Even then, I pulled at my upper arms in the mirror, often after a trip when I wanted a particular shirt or dress that wouldn’t fit comfortably around my biceps. I would get home and shut myself in my room and imagine how great I would look if I was as small around as I was without my arms down.
Just a few years ago, near the climax of my father’s illness, I expressed to him and a couple of his aunts my desire to get back in shape, how I’d like to lose twenty pounds. I’d gotten lost on a run in their neighborhood earlier in the day, which turned two miles into four and I was proud of my ability to still run so long. Somehow I turned the story into an expression of my lack of comfort with my body, I don’t understand how. My aunt, generally supporting my idea, replied, “That’s great, honey. Just remember that you’re never going to be a small person.” I knew my size came from his side, from her side, those genes in the family, that my stature or bone structure, my muscle mass and general build, would never change. Why, then, at age 26 was I still imagining a day that I would be compact, small, and fit? Why is it still a nagging problem that I am a big girl even though I’ve squashed the problem numerous times?
Rugby has taught me so much about my body. I am strong. Strong enough to tackle a girl that is nearly twice my size. Strong enough to run through someone the same size as me who is literally trying to pull me to the ground. Strong enough to drive multiple opponents off of the ball in a ruck, all in one movement. Even when I fail, my body and my teammates never give up on me.

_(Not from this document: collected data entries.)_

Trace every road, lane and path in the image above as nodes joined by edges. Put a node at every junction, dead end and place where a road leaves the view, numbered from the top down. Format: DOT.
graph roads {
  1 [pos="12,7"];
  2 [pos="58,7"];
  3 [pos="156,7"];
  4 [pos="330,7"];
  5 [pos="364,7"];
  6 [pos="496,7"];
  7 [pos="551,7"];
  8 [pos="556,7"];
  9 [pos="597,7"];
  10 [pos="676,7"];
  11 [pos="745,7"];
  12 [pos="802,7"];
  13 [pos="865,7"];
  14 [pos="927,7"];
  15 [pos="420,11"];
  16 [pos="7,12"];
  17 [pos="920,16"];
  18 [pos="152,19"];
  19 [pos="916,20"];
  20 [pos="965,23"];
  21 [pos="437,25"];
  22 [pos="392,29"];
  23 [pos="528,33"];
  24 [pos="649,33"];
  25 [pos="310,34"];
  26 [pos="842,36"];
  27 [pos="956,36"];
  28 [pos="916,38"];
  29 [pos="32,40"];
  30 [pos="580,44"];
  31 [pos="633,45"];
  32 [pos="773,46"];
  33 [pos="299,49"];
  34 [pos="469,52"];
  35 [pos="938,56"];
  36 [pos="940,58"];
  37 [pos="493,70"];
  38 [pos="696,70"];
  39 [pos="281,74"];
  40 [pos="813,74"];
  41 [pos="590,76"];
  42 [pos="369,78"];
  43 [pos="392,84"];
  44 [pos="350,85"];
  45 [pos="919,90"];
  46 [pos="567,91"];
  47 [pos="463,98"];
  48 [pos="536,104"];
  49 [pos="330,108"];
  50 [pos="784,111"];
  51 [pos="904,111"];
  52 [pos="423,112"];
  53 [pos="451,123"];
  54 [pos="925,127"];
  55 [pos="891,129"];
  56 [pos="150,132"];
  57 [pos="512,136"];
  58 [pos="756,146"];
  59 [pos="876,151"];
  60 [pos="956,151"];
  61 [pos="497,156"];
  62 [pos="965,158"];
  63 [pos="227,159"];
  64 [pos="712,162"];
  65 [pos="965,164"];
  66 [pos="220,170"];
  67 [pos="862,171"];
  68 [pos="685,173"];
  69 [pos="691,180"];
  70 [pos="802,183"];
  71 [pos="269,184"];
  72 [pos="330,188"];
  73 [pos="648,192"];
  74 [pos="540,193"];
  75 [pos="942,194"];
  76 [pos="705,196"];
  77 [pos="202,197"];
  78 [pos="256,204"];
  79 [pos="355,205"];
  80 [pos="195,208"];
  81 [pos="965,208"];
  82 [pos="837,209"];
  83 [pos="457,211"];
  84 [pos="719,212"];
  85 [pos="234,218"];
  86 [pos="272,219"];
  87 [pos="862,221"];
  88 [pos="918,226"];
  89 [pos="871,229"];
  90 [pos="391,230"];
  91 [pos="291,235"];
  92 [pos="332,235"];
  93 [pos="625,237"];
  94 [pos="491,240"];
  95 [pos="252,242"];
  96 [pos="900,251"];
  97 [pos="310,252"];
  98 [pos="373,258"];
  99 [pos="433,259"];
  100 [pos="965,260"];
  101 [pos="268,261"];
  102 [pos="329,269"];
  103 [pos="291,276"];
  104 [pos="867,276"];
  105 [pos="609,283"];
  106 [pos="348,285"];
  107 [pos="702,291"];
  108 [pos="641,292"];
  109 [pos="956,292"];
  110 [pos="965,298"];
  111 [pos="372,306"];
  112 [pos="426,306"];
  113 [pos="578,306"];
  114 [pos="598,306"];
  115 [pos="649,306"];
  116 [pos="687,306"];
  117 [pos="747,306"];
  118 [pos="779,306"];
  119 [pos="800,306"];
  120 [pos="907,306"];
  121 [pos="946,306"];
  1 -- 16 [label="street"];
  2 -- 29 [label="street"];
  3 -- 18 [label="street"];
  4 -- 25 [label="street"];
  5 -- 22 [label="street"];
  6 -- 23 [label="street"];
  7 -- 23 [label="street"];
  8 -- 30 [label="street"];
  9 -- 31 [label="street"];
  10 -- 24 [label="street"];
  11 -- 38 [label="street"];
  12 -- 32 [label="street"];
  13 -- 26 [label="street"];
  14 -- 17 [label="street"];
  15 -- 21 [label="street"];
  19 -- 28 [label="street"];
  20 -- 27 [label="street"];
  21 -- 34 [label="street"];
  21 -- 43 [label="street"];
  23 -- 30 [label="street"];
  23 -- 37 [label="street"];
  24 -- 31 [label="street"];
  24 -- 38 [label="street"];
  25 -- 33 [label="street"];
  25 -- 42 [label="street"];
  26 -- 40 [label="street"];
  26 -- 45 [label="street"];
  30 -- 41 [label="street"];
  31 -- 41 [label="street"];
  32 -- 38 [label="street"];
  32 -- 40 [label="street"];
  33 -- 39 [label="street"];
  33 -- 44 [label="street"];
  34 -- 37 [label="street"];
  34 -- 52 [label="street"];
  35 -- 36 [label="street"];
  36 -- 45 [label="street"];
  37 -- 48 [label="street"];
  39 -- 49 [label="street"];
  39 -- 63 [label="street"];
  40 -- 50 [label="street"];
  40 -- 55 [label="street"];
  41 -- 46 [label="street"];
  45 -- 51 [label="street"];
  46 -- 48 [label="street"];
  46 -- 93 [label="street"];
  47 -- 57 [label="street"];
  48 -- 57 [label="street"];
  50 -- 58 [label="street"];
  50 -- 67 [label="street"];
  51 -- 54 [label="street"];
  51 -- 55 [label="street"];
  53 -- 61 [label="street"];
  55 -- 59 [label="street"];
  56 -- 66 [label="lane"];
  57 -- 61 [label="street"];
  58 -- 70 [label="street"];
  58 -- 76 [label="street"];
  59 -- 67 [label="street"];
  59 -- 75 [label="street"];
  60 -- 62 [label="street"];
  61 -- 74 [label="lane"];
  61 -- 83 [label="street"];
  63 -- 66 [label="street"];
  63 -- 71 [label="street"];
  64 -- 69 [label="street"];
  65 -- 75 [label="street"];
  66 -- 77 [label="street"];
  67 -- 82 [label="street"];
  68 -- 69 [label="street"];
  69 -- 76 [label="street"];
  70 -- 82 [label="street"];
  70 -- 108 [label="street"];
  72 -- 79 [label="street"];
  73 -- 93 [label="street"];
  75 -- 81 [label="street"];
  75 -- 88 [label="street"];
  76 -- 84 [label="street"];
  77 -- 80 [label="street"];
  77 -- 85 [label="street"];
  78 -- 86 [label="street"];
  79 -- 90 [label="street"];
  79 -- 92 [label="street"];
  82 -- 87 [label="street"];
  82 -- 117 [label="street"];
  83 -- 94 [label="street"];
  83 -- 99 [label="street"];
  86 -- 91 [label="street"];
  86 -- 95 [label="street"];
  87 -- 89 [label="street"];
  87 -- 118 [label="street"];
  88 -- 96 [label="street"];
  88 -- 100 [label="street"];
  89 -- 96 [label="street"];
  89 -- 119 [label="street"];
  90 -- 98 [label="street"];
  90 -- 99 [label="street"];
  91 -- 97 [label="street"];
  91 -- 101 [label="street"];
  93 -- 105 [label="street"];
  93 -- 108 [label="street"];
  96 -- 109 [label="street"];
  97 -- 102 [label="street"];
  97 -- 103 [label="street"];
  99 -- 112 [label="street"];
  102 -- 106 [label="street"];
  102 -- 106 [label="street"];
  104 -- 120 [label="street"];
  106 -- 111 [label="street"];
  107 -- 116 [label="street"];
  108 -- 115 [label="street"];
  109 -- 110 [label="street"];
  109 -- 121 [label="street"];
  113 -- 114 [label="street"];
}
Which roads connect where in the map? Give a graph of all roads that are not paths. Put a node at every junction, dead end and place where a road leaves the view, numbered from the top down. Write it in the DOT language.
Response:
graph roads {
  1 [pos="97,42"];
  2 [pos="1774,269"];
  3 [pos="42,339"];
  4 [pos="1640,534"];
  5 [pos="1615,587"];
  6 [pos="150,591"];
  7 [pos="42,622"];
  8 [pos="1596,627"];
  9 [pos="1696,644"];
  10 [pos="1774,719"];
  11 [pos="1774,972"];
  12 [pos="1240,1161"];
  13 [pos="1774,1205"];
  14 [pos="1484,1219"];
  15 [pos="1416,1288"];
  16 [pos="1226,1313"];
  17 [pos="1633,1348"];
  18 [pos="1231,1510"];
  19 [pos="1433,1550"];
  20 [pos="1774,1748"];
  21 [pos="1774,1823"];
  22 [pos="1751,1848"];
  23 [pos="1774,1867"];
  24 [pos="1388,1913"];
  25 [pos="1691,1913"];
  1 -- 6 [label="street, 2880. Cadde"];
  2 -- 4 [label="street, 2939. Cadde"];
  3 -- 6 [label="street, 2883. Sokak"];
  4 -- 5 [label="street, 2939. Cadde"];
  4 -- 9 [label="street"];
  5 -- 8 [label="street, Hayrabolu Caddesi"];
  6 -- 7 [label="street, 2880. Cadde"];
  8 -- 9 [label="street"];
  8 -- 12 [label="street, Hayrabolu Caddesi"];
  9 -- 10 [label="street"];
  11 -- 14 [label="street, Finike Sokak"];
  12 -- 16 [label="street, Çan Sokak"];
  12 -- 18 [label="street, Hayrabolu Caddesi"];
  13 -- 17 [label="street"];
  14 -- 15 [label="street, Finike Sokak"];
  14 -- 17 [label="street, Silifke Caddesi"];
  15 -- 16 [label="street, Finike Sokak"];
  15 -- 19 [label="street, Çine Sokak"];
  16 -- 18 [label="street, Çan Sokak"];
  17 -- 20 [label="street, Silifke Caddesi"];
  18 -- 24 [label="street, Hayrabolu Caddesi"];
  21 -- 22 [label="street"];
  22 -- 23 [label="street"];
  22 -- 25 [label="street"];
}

My professional life has taught me so much about my body. I am capable of doing what is stereotyped to be a man’s job. I can change a hundred pound air conditioning compressor on a class B tanker truck in the snow on the side of the road. My shoulder muscles may hurt halfway through doing it, but they will not give up on me. I am strong enough to deliver eight thousand pounds of groceries, on a wheeler and down a ramp, out the back of a semi-trailer, faster and more efficient than most of my male colleagues.
I’ve been hard headed enough, even recently, to move nearly all of my belongings solo. I do it because I know I’m capable, and also because I am insecure. I don’t want to ask anyone for help out of the inconvenience it may cause them.
I’ve spent most of my twenties proving to myself that I’m capable of doing nearly anything a man can physically do, not just because I am strong but because I am insecure.
I am looking to validate my big, strong body, but why am I looking to validate something that I know is capable? When will I stop trying to prove to the rest of the world that my size is valid?
About a month ago, one of my best friends said, “I’m done with trying to have a hot body. I just want it to be strong and fit and healthy.” I’m taking that advice to heart.
I will stop assessing the fat on my stomach in the mirror every day. I am more fit than I have been in years and I will continue to get more fit, but not for the objective of losing weight or losing my belly. Two hundred pounds look good on me. It feels good on me too.
I am strong. I am capable. I am myself and I love myself. I will stop hating my body because it is part of me and I love it too.
Just as this struggle with image has always been part of my life, I know it will continue. This is a reminder that I can be better, and by being better to myself, I will be better to my community.